Mitchell observes that is the imaginative and emotional women who are most often the sufferers of nervous exhaustion. Gilman’s narrator remarks many times that her imaginative and creative mind is a handicap to her treatment. She looks past the bars on the windows and the shady paths leading across the grounds and can almost imagine people strolling down them. But John is frequently reminds her that “with my imaginative power and habit of story-making, a nervous weakness like mine is sure to lead to all manner of excited fancies, and that I ought to use my will and good sense to check the tendency. So I try.” When she tells him about the wallpaper, he reminds her that “no one but myself can help me out of it, that I must use my will and self-control and not let any silly fancies run away with me.” He begs her, “for my sake and for our child's sake, as well as for your own, that you will never for one instant let that idea enter your mind! There is nothing so dangerous, so fascinating, to a temperament like yours. It is a false and foolish fancy. Can you not trust me as a physician when I tell you so?”

The narrator is a woman who is forced to distrust her body, her mind, her observations, and her emotions. She is infantilized by her physician husband who does not believe in the seriousness of her illness (as anything more than silly fancies), and yet she is told that she is the only one who can make herself well again. The narrative becomes a series of frames within frames echoing the narrator’s confinement and seclusion. She is taken off to the country for (as Mitchell states) there is no treating an hysterical woman in her own home. She is not allowed to read, to write, or to communicate with anyone but her husband, Mary, and Jennie (even though she wants desperately to visit her cousin Harry and Julia). This mental seclusion and “complete rest” is another tenant of Mitchell’s treatment.
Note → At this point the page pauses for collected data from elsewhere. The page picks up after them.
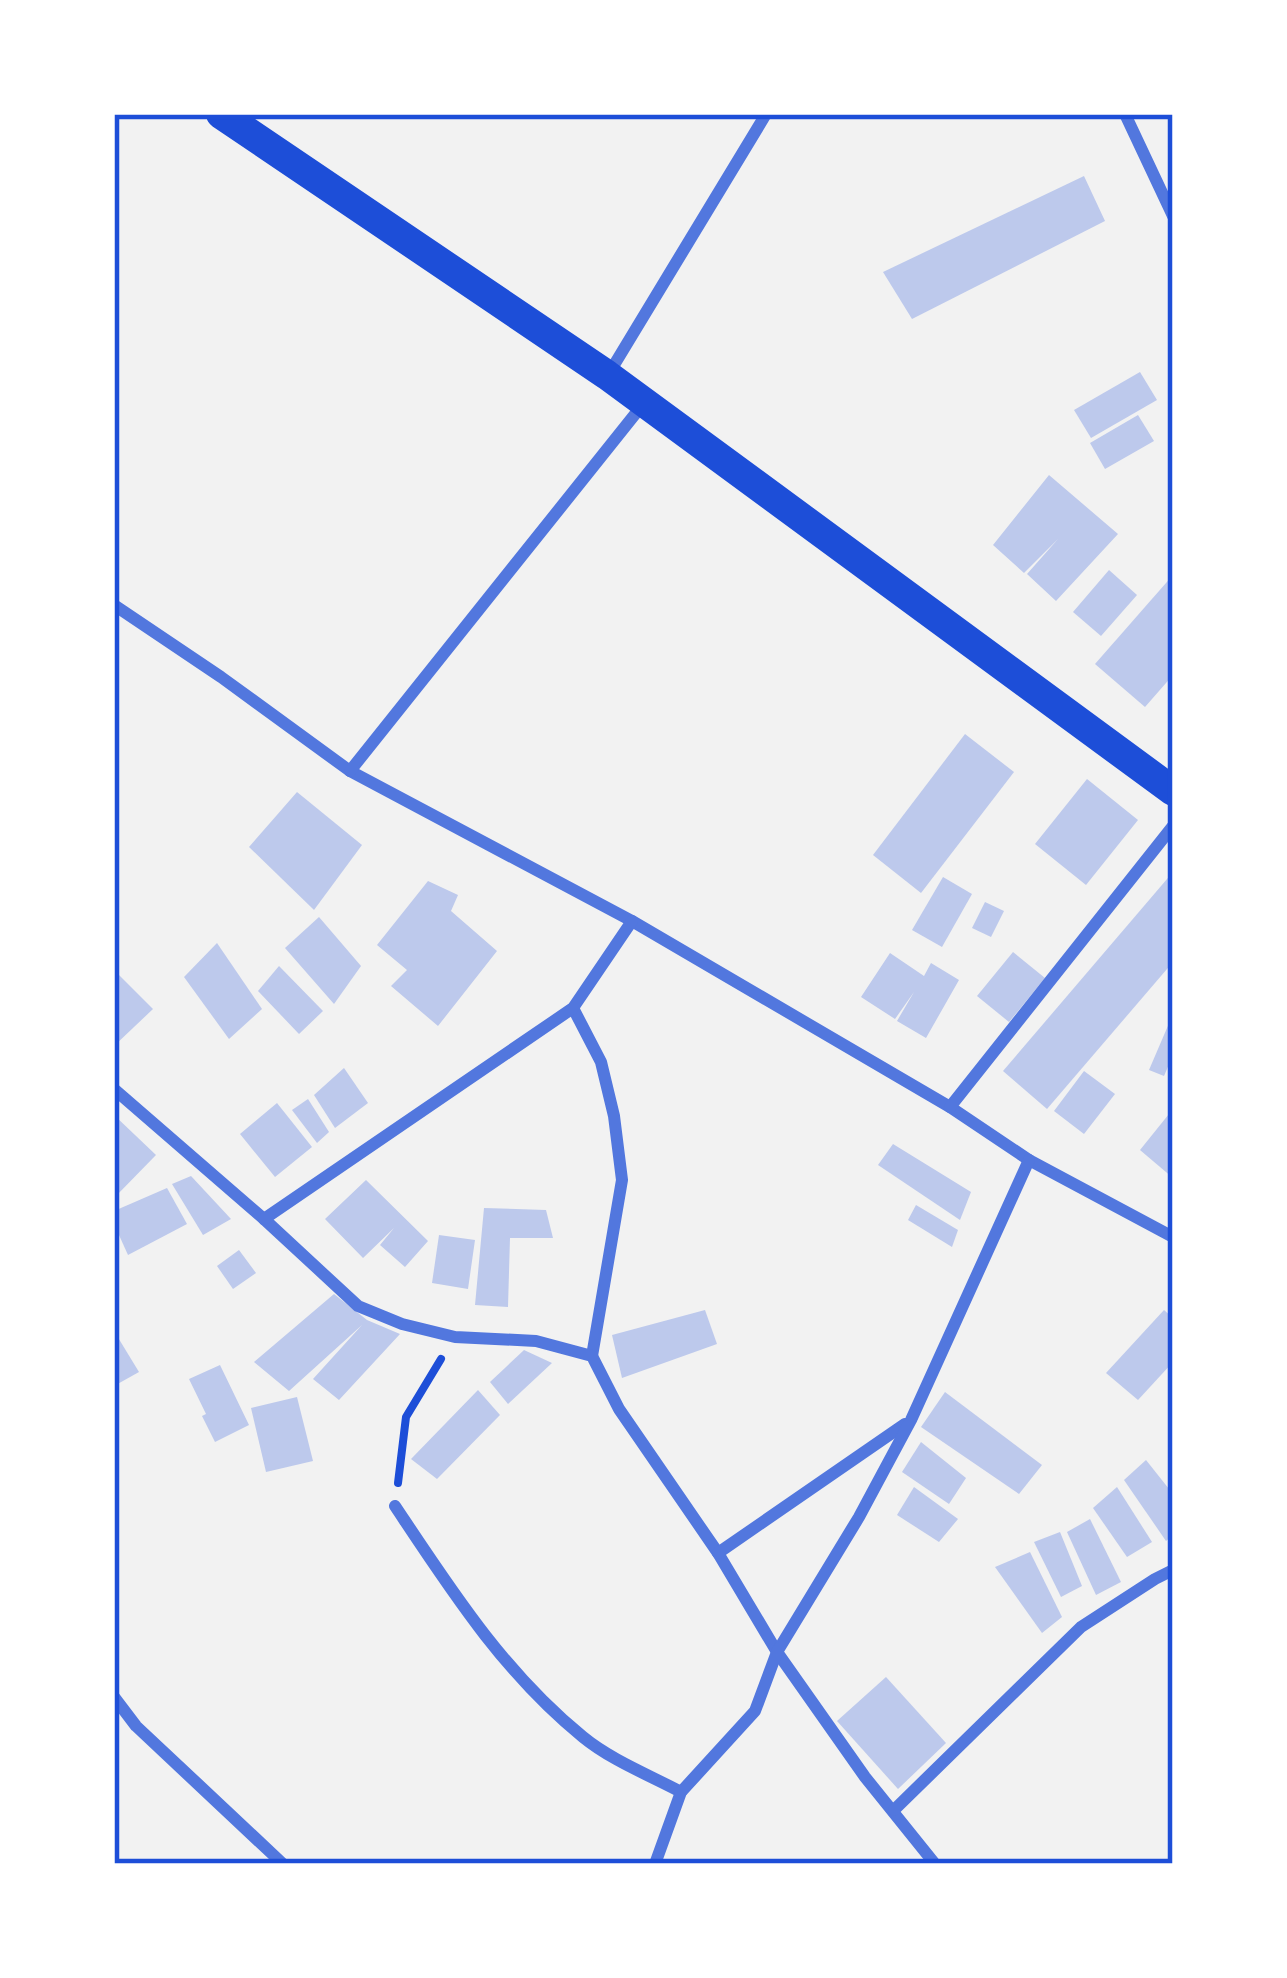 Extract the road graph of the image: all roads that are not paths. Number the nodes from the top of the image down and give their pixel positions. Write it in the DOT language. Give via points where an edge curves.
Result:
graph roads {
  1 [pos="220,114"];
  2 [pos="766,114"];
  3 [pos="1125,114"];
  4 [pos="1173,216"];
  5 [pos="607,375"];
  6 [pos="645,402"];
  7 [pos="114,605"];
  8 [pos="350,772"];
  9 [pos="1173,790"];
  10 [pos="1173,826"];
  11 [pos="632,921"];
  12 [pos="573,1008"];
  13 [pos="114,1089"];
  14 [pos="950,1107"];
  15 [pos="1029,1160"];
  16 [pos="264,1219"];
  17 [pos="1173,1237"];
  18 [pos="592,1356"];
  19 [pos="911,1420"];
  20 [pos="395,1506"];
  21 [pos="718,1553"];
  22 [pos="1173,1570"];
  23 [pos="777,1652"];
  24 [pos="114,1697"];
  25 [pos="681,1792"];
  26 [pos="894,1810"];
  27 [pos="283,1864"];
  28 [pos="655,1864"];
  29 [pos="934,1864"];
  1 -- 5 [label="main road"];
  2 -- 5 [label="street"];
  3 -- 4 [label="street"];
  5 -- 6 [label="main road"];
  6 -- 8 [label="street"];
  6 -- 9 [label="main road"];
  7 -- 8 [label="street"];
  8 -- 11 [label="street"];
  10 -- 14 [label="street"];
  11 -- 12 [label="street"];
  11 -- 14 [label="street"];
  12 -- 16 [label="street"];
  12 -- 18 [label="street" via="602,1062 622,1180"];
  13 -- 16 [label="street"];
  14 -- 15 [label="street"];
  15 -- 17 [label="street"];
  15 -- 19 [label="street"];
  16 -- 18 [label="street" via="358,1306 455,1337 536,1341"];
  18 -- 21 [label="street"];
  19 -- 21 [label="street"];
  19 -- 23 [label="street"];
  20 -- 25 [label="street" via="519,1678 586,1740"];
  21 -- 23 [label="street"];
  22 -- 26 [label="street" via="1081,1627"];
  23 -- 25 [label="street" via="755,1711"];
  23 -- 26 [label="street"];
  24 -- 27 [label="street"];
  25 -- 28 [label="street"];
  26 -- 29 [label="street"];
}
The narrator is confined to a room that she did not want to inhabit. She mentions that it had been a nursery, but her description of the room (“Windows barred, wallpaper not within reach, rings on the wall”) is not evocative of a nursery. The bed is fixed in its place and there is a gate at the head of the stairs (perhaps to keep the narrator from throwing herself down them?). At night, she lays awake trying to decipher the pattern of the wallpaper, declaring that in “any kind of light, in twilight, candle light, lamplight, and worst of all by moonlight, it becomes bars! The outside pattern I mean, and the woman behind it is as plain as can be.” She says she is not suicidal, but “To jump out of the window would be admirable exercise, but the bars are too strong even to try… Besides I wouldn't do it. Of course not. I know well enough that a step like that is improper and might be misconstrued.” These thoughts of jumping and of burning the house down to erase the smell of the moldering wallpaper (even the vampire motif of Holmes) cannot help but recall to the mind of the reader the character of another “mad” woman, Bertha in Jane Eyre.

In 1913, Frances Perkins Gilman published “Why I Wrote the Yellow Wallpaper” in The Forerunner. She recounts her 1887 meeting with Mitchell, writing that “This wise man put me to bed and applied the rest cure, to which a still-good physique responded so promptly that he concluded there was nothing much the matter with me, and sent me home with solemn advice to ‘live as domestic a life as far as possible,’ to ‘have but two hours’ intellectual life a day,’ and ‘never to touch pen, brush, or pencil again’ as long as I lived.” It is this dismissal of the severity of mental disorders in women that pervades “The Yellow Wallpaper.” Fortunately for Gilman, she eventually let her emotional responses to the treatment supersede the knowledge of both the “noted specialist in nervous diseases” and her husband.